→ **Exercise instructions**
Check each line of the data below for the word "than". How many lines have it? Answer with the number alone.

→ **Available records**
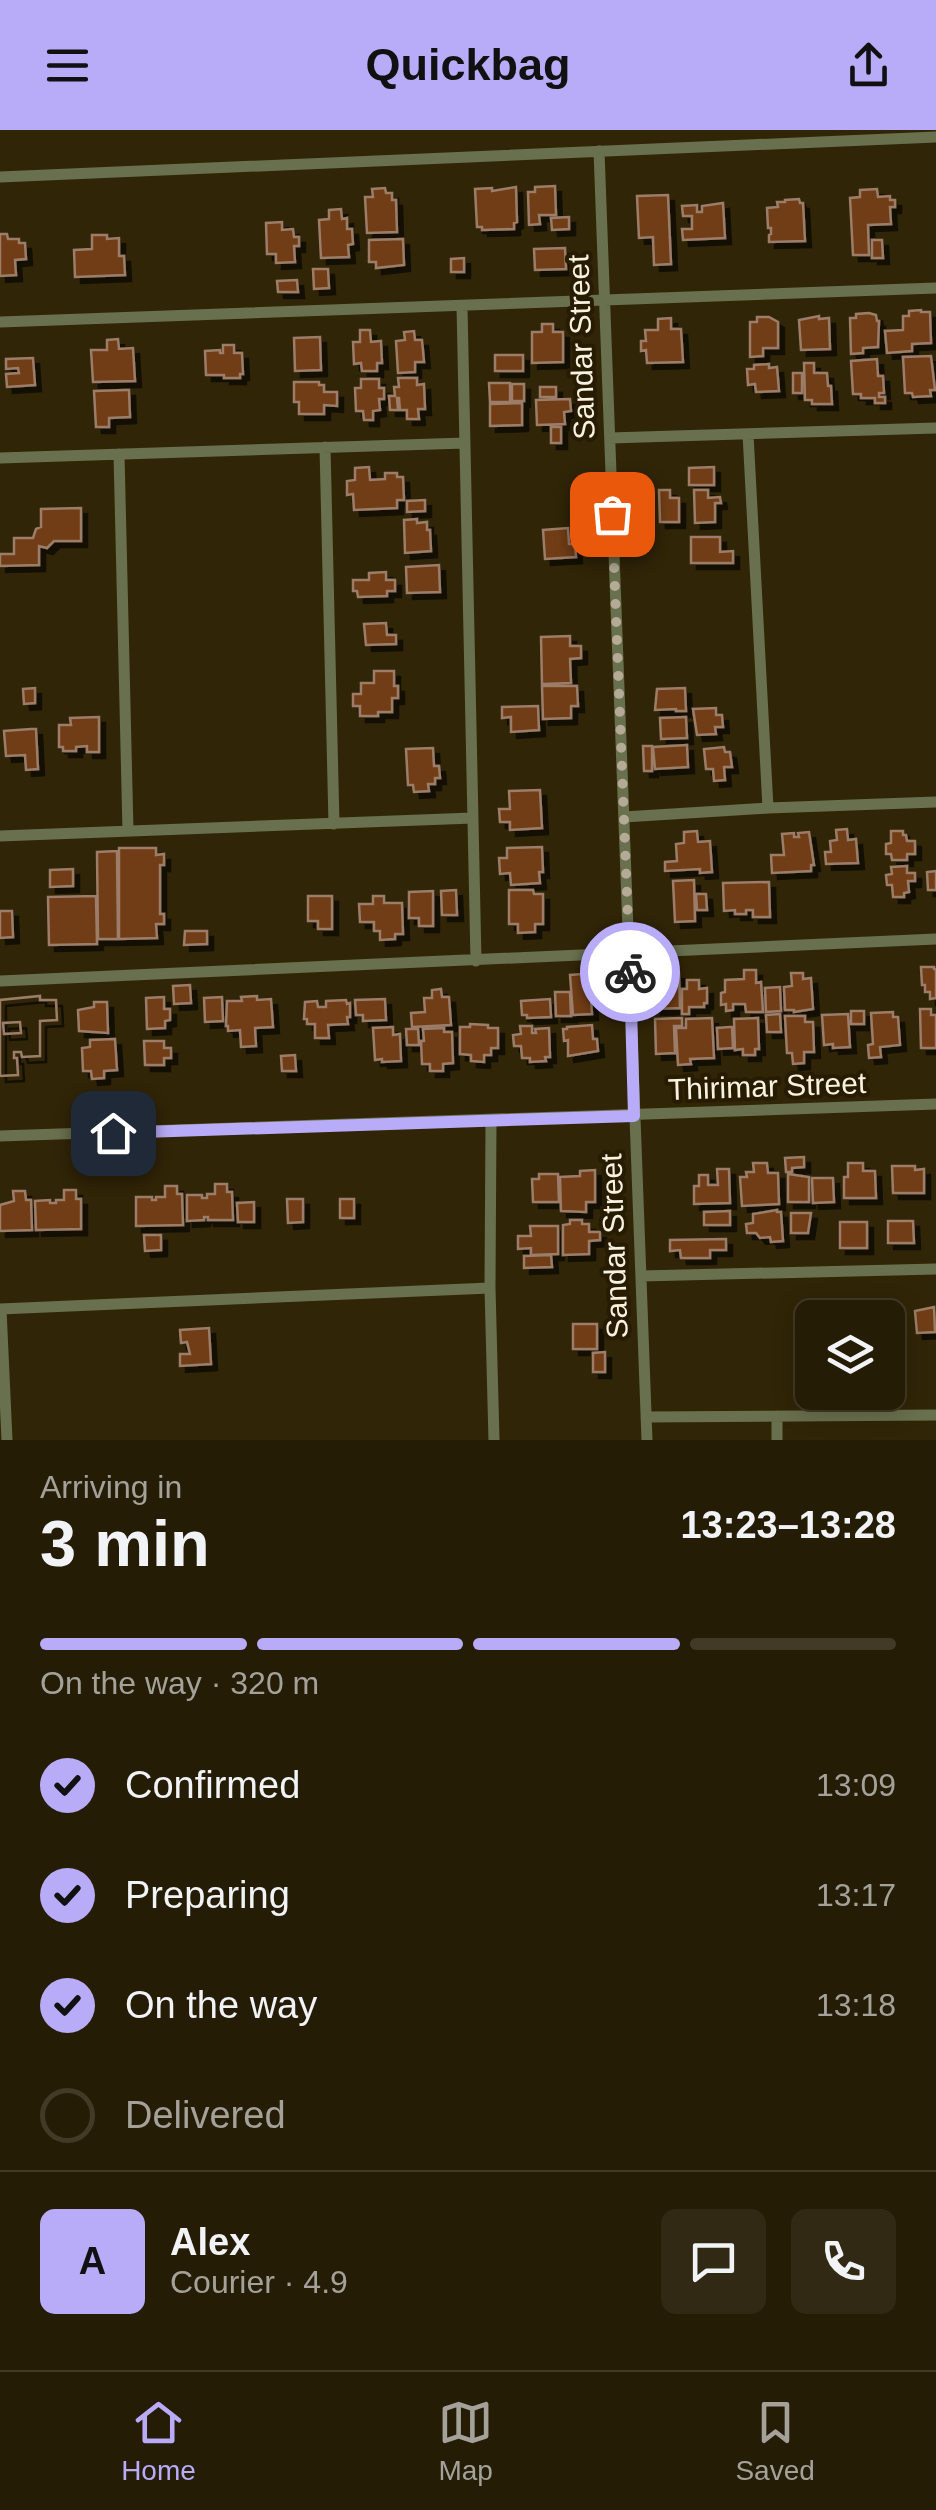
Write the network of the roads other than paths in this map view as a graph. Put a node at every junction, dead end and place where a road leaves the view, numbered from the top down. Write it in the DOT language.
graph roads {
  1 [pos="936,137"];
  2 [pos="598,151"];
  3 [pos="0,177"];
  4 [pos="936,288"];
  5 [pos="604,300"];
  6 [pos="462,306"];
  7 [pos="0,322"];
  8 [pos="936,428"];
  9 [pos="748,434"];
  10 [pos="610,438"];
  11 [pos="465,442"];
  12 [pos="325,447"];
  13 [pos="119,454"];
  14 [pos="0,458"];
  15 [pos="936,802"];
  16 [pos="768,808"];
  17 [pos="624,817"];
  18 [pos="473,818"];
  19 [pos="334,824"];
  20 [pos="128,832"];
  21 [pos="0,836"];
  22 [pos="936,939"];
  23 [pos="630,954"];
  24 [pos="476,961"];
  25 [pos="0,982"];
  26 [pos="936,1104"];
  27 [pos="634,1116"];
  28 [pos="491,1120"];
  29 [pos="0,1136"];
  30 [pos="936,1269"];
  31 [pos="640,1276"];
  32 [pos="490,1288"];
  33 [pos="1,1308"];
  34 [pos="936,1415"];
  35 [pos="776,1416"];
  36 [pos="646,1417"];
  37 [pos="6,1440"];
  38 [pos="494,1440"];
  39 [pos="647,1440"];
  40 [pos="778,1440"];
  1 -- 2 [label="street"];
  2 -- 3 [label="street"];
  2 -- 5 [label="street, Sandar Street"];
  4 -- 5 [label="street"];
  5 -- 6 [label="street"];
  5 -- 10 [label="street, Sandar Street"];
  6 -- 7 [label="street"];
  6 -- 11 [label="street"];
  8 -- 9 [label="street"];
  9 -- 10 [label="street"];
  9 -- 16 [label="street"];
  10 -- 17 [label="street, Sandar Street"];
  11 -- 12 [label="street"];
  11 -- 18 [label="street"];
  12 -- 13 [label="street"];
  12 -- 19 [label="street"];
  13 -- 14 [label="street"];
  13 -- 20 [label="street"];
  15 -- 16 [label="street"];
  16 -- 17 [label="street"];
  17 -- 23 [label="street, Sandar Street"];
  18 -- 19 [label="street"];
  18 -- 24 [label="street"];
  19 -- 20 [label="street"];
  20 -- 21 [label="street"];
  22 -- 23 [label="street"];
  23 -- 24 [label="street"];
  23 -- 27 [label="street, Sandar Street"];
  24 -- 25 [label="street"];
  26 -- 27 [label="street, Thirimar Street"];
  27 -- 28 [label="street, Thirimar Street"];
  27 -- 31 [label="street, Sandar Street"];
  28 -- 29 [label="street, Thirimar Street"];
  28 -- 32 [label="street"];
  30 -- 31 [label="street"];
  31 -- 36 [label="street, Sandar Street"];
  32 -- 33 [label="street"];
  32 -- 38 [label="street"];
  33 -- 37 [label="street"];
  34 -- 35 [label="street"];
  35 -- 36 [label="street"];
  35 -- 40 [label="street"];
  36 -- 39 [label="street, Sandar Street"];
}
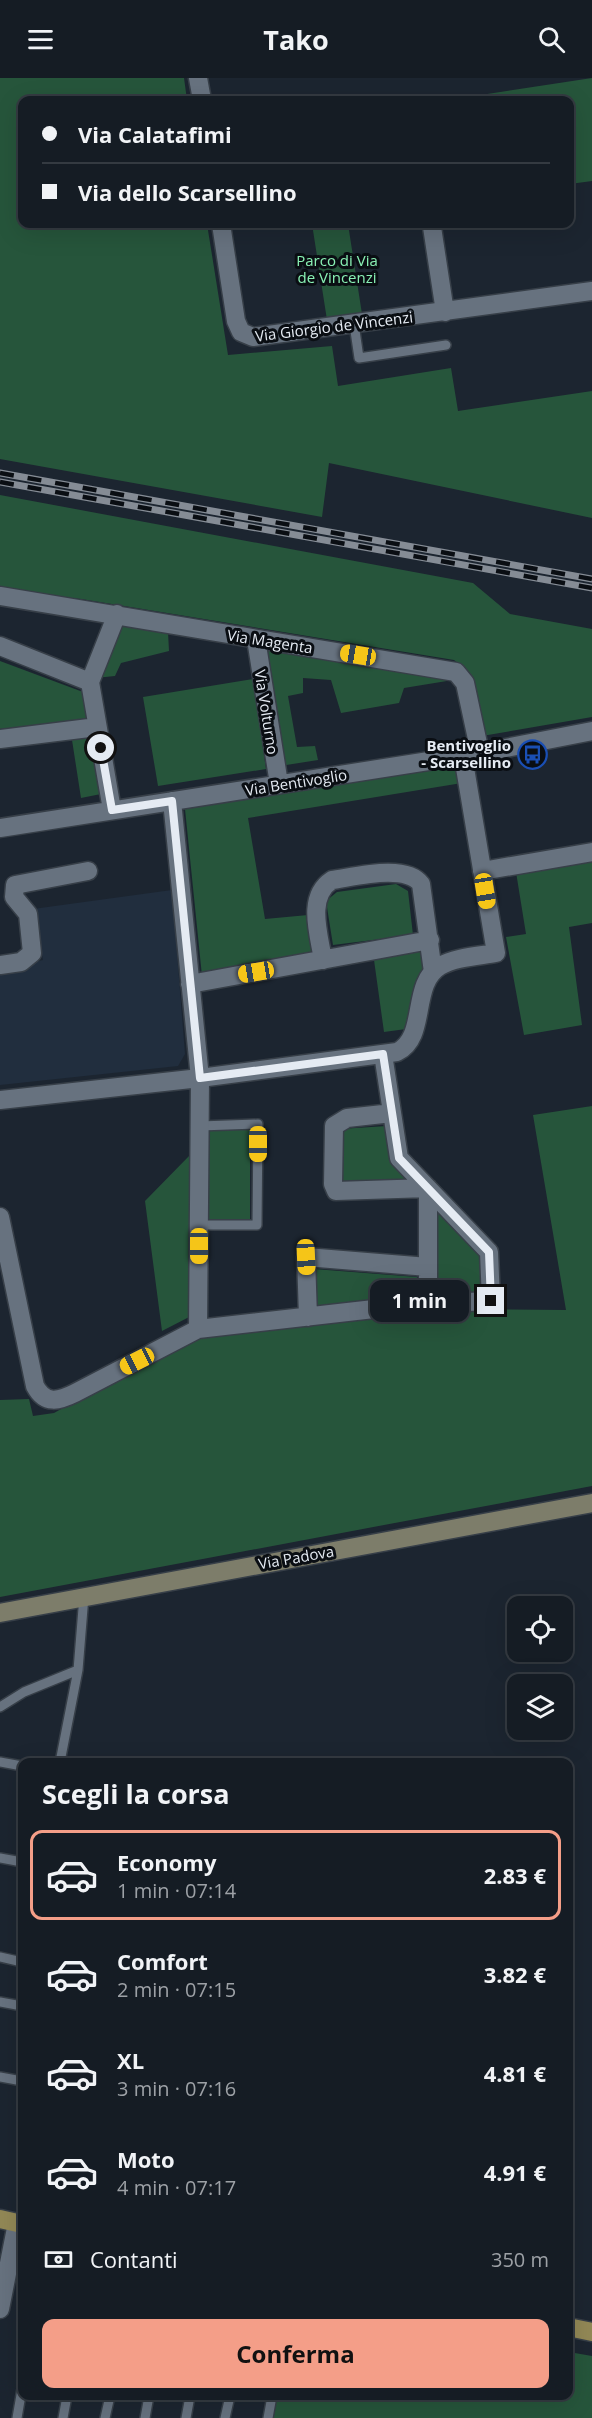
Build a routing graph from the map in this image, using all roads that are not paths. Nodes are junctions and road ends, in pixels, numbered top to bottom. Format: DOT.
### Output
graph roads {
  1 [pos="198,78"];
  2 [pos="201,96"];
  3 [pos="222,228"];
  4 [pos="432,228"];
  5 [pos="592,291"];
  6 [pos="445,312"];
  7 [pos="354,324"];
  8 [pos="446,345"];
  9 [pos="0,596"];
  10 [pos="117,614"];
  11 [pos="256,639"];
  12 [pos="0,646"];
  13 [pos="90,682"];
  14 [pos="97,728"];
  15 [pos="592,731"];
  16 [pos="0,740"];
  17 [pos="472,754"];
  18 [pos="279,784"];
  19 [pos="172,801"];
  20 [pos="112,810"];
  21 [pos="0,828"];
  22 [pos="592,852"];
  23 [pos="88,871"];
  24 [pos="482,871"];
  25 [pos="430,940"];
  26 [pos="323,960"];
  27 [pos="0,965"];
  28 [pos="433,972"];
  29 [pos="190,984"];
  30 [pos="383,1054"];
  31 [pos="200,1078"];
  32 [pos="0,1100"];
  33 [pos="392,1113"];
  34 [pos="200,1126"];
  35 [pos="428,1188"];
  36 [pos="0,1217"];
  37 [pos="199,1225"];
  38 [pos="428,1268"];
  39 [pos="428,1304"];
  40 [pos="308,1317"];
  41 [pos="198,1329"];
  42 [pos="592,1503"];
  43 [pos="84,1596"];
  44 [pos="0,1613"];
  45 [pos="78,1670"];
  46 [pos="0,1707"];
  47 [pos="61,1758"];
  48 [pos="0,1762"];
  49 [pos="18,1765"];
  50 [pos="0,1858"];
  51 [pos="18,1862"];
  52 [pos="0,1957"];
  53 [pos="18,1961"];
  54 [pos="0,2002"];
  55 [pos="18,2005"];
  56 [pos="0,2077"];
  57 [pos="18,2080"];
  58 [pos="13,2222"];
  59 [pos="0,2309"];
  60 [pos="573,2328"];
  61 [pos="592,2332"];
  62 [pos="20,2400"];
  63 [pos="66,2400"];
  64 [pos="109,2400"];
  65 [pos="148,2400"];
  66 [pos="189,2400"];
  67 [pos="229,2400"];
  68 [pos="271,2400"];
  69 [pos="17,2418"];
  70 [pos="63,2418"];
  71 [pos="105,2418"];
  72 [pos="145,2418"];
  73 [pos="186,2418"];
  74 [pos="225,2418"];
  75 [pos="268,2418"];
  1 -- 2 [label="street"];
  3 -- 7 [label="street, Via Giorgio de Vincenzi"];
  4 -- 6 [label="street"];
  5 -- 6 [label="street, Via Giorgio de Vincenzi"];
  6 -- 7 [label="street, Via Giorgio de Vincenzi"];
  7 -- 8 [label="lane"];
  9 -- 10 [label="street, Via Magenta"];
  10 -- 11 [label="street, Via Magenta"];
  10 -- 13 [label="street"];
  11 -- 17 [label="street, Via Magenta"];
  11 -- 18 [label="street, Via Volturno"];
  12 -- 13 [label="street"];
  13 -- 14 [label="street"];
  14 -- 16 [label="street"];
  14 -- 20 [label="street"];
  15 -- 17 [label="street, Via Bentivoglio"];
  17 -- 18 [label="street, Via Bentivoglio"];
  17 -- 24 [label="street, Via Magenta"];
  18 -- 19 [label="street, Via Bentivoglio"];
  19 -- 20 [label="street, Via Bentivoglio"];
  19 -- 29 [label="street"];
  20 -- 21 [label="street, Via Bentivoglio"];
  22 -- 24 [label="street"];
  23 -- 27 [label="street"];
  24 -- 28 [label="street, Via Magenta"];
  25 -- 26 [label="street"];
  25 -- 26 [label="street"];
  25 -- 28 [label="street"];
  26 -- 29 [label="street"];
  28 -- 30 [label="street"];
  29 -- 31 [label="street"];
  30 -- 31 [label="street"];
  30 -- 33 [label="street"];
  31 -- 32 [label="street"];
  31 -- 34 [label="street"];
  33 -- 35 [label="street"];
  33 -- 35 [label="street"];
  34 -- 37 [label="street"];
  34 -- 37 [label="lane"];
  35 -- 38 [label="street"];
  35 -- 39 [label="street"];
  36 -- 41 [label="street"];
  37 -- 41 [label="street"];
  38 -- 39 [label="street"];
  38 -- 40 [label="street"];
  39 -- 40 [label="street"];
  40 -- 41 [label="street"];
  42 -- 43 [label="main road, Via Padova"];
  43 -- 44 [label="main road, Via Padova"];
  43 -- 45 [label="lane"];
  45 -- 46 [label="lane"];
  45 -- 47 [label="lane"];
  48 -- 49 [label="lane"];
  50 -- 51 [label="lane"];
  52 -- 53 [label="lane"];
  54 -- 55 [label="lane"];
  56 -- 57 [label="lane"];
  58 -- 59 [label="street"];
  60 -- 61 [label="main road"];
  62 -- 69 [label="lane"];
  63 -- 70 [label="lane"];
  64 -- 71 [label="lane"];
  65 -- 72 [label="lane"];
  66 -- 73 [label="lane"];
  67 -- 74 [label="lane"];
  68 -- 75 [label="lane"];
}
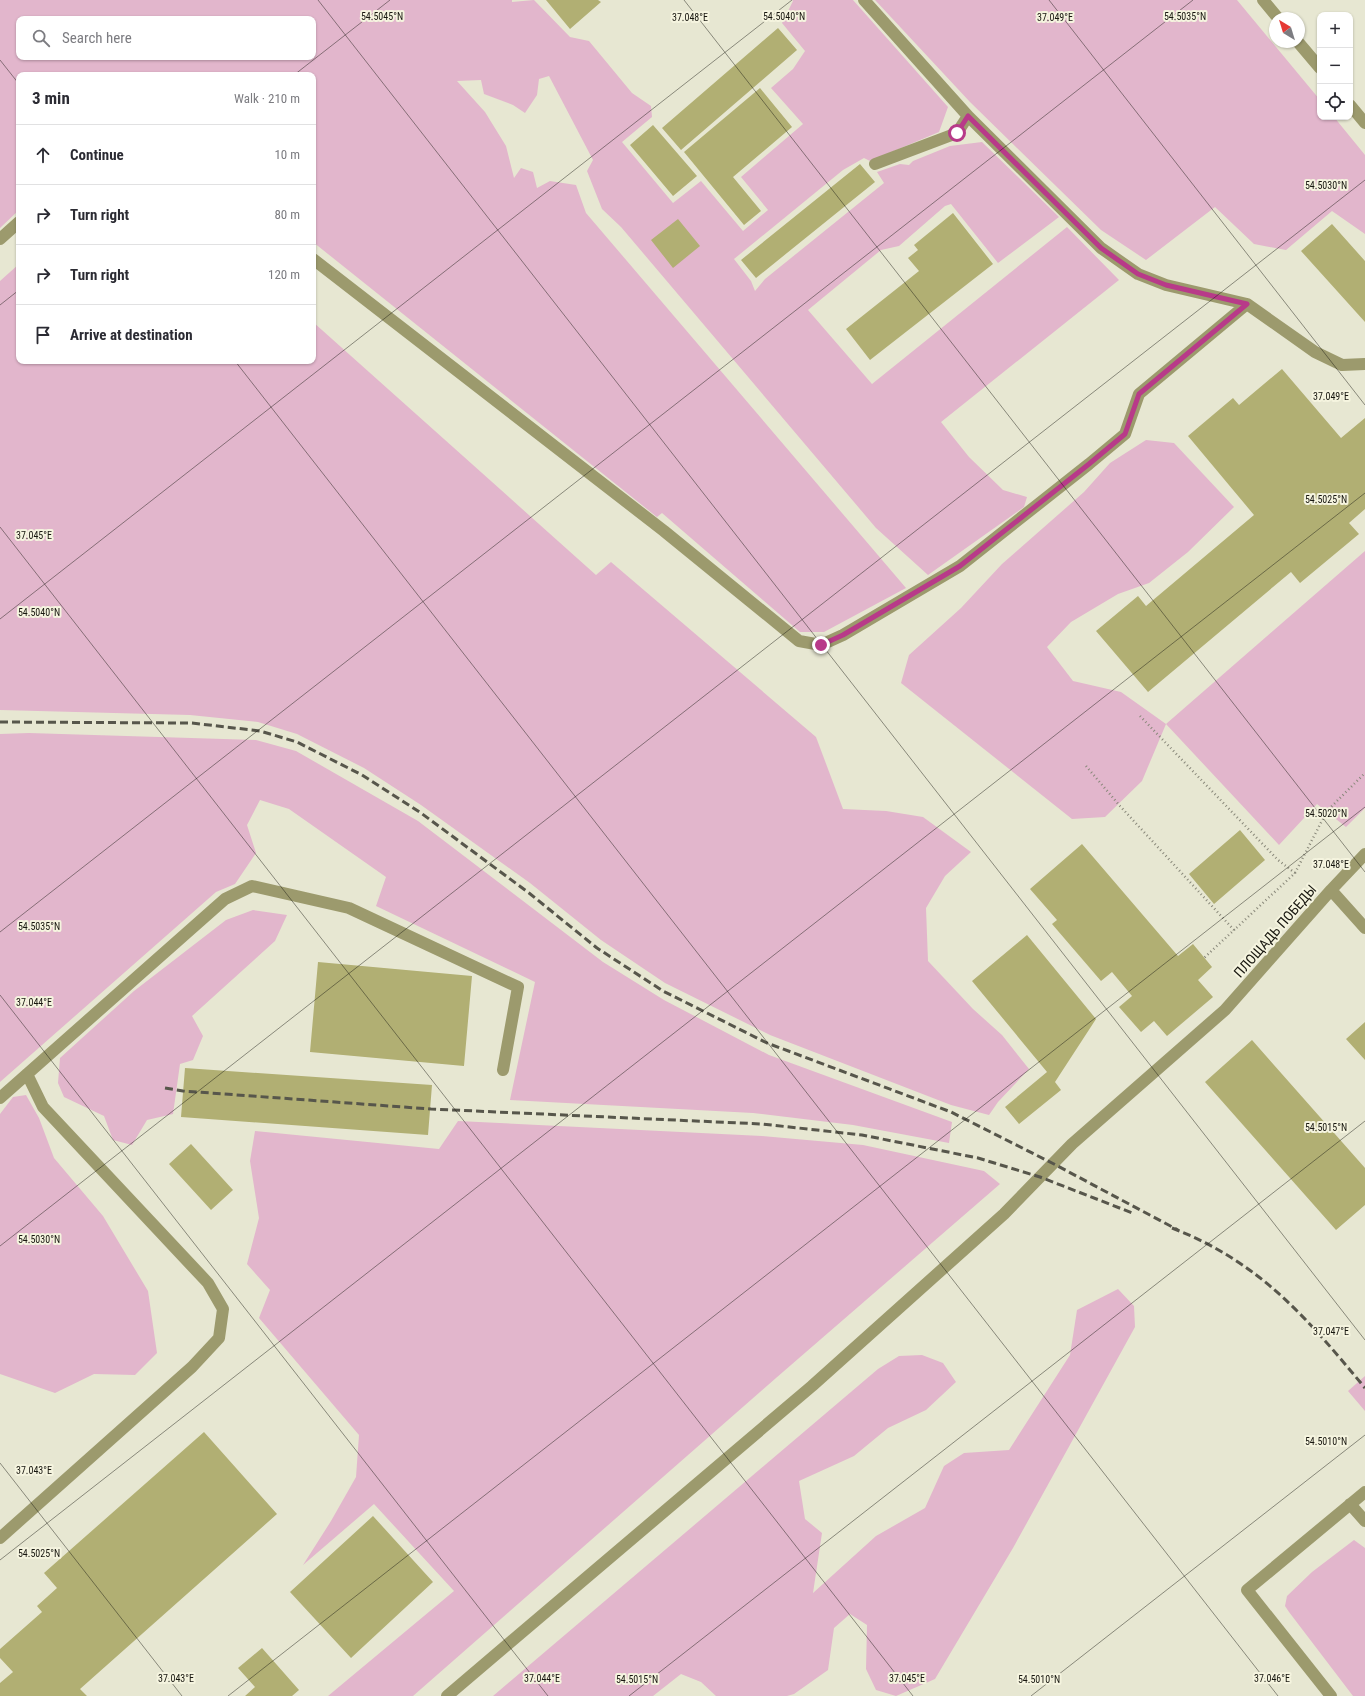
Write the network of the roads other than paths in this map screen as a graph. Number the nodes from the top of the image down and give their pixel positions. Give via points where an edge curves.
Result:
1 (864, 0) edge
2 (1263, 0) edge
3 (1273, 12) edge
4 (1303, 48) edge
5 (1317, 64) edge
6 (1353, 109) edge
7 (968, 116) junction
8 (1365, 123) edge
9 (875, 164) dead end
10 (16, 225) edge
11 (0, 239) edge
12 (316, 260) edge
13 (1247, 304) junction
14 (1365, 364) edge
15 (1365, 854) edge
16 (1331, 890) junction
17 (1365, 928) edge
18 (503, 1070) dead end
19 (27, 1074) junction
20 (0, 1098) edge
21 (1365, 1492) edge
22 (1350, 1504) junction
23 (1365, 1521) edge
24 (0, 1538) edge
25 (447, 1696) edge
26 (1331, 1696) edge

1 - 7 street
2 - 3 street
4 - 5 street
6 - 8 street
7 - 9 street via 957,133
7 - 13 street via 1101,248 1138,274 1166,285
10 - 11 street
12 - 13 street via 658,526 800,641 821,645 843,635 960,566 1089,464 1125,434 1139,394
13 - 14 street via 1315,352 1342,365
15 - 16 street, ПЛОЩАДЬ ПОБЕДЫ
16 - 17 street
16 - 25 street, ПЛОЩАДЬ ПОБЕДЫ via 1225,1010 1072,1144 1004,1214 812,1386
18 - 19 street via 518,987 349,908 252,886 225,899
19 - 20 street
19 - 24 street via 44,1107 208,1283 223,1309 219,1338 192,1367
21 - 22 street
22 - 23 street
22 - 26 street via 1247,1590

→ **Answer for this exercise**
2